Abstract

Electrochemical in situ hydrogen peroxide (H2O2) generation from a two-electron water oxidation reaction (2e-WOR) is a challenge, not only on catalyst selection but also on electrode making. Herein, the H2O2 electrocatalyst CaSnO3 nanoparticles were prepared by low-cost glucose as an agent and characterized by X-ray diffraction (XRD), thermogravimetric and differential scanning calorimetry (TG-DSC), Fourier transform infrared spectra (FT-IR), scanning electron microscopy (SEM), transmission electron microscopy (TEM), and X-ray photoelectron spectroscopy (XPS). The active sites for the OH– adsorption on the surface CaSnO3 (121) was identified by density functional theory (DFT) calculation, and the corresponding reaction mechanism of H2O2 formation was proposed. The CaSnO3 nanoparticles can be formed from 650 to 850 °C, and the particle sizes are in the range of 27.2–37.3 nm. The mechanism of catalyst formation is that species of Ca and Sn reacted with oxygen to generate CaO and SnO2 during low-temperature calcination and CaSnO3 generated during high-temperature calcination.

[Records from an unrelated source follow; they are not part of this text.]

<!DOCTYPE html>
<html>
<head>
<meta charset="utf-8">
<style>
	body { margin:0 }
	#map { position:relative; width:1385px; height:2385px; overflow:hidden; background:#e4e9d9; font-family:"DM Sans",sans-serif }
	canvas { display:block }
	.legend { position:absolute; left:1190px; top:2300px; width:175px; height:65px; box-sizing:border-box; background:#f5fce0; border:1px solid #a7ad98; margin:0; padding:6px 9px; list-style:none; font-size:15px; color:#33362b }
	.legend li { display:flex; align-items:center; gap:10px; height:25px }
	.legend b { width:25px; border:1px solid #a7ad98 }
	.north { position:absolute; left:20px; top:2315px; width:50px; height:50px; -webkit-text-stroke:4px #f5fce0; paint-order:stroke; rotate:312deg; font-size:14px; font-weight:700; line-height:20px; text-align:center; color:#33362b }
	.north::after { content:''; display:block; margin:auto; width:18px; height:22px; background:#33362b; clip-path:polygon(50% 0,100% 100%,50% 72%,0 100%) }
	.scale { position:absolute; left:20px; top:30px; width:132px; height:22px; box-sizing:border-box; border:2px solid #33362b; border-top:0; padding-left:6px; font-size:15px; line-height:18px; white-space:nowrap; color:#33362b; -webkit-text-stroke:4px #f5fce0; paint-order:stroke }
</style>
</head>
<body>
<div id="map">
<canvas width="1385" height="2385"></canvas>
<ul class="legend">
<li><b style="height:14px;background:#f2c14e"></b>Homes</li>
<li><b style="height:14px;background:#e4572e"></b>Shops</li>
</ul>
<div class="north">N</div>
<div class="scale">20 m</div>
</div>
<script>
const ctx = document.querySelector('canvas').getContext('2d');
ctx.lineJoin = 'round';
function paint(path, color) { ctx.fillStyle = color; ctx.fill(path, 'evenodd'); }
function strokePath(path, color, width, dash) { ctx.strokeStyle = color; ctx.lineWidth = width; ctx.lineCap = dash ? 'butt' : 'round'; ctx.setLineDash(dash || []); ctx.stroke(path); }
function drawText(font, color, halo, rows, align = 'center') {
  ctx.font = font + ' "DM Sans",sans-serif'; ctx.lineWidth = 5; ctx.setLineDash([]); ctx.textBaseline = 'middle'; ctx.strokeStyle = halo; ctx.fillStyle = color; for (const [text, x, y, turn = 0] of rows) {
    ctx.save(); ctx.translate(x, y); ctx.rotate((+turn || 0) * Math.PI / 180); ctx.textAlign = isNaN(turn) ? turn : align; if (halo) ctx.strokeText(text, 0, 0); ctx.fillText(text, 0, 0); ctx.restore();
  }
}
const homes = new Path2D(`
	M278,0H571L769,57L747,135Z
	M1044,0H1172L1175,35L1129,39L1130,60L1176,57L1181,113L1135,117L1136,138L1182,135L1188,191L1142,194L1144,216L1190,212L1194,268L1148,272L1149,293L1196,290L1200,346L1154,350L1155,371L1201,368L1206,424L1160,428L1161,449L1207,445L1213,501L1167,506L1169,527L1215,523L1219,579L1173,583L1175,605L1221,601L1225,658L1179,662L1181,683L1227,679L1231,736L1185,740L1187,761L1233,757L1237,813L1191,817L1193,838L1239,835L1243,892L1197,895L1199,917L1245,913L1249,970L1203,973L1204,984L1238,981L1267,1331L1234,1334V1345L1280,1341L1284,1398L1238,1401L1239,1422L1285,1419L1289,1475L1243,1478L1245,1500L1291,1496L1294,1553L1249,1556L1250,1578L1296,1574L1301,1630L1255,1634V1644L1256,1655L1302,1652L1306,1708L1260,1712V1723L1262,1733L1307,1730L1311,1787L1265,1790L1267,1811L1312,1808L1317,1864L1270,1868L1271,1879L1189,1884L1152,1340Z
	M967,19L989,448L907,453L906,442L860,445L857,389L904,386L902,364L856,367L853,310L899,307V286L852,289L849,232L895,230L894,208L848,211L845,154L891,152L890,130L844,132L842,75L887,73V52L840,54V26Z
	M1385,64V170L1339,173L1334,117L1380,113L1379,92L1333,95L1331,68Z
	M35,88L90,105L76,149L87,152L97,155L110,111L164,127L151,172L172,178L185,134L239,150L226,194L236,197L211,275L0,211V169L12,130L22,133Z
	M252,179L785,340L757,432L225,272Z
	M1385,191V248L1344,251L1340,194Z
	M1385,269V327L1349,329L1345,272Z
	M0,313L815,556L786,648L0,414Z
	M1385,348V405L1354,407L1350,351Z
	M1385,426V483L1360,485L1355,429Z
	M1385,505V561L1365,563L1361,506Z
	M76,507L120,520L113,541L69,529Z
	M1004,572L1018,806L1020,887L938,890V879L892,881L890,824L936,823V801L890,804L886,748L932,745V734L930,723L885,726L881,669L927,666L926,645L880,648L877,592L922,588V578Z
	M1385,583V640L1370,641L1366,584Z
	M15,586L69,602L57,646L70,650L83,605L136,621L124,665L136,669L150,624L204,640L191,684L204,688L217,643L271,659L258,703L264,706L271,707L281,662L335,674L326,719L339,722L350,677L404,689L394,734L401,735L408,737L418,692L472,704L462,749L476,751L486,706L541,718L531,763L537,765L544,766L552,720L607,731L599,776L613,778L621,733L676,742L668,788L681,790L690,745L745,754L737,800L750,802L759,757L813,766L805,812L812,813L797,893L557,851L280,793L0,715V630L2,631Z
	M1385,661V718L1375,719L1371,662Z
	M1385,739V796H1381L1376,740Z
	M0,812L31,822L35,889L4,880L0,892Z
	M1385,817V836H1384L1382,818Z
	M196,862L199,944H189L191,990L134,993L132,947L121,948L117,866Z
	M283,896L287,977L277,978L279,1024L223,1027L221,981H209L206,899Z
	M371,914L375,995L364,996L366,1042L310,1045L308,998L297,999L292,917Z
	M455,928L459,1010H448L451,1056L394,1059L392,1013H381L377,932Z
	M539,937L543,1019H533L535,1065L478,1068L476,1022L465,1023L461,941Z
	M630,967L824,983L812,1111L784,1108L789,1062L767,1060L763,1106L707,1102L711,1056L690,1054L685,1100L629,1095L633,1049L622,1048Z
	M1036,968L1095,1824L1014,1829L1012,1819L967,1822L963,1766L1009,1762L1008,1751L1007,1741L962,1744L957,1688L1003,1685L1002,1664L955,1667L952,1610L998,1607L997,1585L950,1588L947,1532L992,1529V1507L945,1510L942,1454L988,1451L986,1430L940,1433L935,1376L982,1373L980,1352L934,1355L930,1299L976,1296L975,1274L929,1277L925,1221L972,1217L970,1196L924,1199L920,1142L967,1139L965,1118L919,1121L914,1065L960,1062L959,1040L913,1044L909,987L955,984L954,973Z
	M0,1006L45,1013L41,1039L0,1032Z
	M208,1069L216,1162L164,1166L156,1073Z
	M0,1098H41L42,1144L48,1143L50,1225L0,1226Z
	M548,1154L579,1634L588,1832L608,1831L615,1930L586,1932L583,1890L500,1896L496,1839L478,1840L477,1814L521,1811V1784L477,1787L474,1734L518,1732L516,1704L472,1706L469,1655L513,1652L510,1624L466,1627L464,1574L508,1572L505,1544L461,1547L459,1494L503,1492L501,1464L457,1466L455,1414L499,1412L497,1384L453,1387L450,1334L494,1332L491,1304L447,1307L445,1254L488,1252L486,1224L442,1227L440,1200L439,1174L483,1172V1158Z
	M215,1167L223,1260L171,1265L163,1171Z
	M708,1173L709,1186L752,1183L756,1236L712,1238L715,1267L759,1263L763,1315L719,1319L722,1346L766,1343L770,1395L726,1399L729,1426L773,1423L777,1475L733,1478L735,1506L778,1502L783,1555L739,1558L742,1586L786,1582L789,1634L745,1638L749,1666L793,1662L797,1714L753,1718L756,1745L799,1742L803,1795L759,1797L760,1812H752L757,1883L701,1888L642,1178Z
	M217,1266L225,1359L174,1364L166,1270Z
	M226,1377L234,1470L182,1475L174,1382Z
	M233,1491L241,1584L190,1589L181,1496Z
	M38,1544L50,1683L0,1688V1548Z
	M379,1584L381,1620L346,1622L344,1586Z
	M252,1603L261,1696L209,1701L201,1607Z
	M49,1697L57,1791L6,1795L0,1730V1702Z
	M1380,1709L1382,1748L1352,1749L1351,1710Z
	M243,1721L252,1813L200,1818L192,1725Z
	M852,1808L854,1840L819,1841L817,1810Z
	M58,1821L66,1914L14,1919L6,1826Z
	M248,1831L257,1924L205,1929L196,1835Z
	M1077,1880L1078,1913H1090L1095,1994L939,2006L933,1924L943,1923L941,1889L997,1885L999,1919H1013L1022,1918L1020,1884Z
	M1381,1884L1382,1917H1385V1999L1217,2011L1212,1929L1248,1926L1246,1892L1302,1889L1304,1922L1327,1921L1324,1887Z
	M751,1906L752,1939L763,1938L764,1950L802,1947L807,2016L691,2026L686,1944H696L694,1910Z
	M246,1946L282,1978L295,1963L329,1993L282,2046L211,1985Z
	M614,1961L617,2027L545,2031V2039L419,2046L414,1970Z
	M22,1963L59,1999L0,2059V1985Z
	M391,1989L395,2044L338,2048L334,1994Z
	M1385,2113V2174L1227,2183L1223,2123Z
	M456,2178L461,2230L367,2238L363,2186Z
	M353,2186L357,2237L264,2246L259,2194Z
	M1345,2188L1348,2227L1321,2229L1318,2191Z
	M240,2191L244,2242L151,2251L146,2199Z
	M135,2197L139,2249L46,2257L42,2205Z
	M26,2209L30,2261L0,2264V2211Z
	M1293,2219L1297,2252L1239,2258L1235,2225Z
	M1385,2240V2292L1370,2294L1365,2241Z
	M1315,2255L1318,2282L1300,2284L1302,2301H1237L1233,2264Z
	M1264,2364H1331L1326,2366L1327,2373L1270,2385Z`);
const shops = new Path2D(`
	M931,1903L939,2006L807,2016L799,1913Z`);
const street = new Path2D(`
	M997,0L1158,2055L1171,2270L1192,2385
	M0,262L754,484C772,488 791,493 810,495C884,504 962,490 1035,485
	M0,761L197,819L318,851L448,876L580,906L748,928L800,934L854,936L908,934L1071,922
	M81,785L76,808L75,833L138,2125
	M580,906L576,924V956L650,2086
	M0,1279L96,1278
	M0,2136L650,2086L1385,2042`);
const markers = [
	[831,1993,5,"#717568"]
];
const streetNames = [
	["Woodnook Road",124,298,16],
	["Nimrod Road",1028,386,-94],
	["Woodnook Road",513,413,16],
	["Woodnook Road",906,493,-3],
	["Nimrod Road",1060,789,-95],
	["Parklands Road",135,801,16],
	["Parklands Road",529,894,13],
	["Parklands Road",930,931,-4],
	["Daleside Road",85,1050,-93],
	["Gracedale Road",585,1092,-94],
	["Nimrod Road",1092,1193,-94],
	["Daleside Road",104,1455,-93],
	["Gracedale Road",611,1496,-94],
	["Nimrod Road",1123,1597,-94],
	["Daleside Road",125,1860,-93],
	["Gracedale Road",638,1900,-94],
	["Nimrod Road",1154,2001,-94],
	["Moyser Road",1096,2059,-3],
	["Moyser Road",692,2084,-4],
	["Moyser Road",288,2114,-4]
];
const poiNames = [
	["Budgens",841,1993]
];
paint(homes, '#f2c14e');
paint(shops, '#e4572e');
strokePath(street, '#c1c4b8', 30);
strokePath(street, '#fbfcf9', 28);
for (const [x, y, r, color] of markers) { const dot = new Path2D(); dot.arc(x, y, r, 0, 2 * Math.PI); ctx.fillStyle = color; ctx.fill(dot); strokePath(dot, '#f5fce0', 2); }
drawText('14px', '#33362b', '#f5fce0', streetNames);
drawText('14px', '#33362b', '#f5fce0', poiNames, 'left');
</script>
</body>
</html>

The active sites are the coordination-unsaturated Sn ions, which easily adsorb the negative-charge OH– from the solution, forming an OH* intermediate, and two adsorbed OH* can combine to generate a neutral H2O2 molecule. The H2O2 generation rate over CaSnO3 was calcinated at 850 °C is 347.7 μmol·min–1·g–1 at 2.6 V versus Ag/AgCl under dark conditions. The work opens an in situ H2O2 generation route, direct water oxidation, with wide application prospects.